1. A., notificado da decisão sumária proferida a fls.13569/13576
(certificada no presente traslado a fls.339/346), veio deduzir reclamação para a
Conferência, nos termos do artigo 78º.-A, nº. 3 da Lei nº. 28/82, de 15 de
Novembro (LTC).
É o seguinte o teor da decisão sumária impugnada:
“1. A. foi condenado (Acórdão de fls.12820/13055 do Tribunal da Relação do
Porto) na pena única de 8 anos e 5 meses de prisão (cfr. fls. 13055).
Pretendendo recorrer desta decisão para o Supremo Tribunal de Justiça (STJ),
apresentou no dia 22/02/2005 na referida Relação o requerimento de fls.
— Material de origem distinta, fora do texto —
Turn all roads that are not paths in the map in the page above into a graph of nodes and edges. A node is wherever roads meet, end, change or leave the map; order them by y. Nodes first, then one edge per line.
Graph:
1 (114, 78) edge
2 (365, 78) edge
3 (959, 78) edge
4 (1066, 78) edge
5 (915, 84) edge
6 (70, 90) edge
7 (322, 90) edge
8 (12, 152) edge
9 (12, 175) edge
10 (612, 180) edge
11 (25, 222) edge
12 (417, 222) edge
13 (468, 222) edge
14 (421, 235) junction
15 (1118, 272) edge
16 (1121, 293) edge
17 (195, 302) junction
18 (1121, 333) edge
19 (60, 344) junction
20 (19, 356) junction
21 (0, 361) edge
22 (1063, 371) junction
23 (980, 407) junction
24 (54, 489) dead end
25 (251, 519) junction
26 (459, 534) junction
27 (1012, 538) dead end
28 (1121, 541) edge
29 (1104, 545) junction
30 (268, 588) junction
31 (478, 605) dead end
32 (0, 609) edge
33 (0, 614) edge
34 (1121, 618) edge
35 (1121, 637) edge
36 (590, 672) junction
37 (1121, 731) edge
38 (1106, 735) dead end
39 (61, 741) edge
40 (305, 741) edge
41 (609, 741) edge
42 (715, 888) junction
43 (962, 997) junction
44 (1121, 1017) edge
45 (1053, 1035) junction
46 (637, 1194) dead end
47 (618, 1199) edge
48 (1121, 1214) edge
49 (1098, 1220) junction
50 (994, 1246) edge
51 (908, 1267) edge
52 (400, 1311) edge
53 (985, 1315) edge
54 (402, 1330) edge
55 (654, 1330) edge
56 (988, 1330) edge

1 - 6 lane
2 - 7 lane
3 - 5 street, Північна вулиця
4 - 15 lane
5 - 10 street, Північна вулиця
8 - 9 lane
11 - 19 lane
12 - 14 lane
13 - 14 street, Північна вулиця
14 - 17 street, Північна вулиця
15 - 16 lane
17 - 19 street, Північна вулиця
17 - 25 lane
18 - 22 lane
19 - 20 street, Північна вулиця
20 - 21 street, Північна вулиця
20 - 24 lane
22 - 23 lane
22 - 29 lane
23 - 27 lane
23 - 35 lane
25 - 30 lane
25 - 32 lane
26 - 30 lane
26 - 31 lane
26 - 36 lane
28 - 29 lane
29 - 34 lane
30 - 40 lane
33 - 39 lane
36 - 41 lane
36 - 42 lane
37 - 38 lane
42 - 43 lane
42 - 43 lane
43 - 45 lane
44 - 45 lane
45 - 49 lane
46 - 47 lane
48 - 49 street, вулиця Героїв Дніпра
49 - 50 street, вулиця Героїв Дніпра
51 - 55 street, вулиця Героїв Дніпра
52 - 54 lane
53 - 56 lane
13214/13215, contendo a seguinte alegação de «justo impedimento», relativo à
prática do acto consubstanciado na interposição de tal recurso:
“O mandatário de A.,
vem invocar justo impedimento na apresentação tempestiva do recurso que anexa,
pelo seguinte:
1. Por se tratar de matéria complexa, acabou a motivação cerca das
23.30 horas de hoje [refere-se o recorrente, seguramente, ao anterior dia 21 de
Fevereiro].
2. De então para cá tentou sucessivamente socorrer-se do fax que dava
sistemático e ininterrupto sinal de linha ocupada.
3. Tentou fazer o envio pelo mail certificado, mas não obteve recibo.
4. Desconhece se foi ou não recebido aquele.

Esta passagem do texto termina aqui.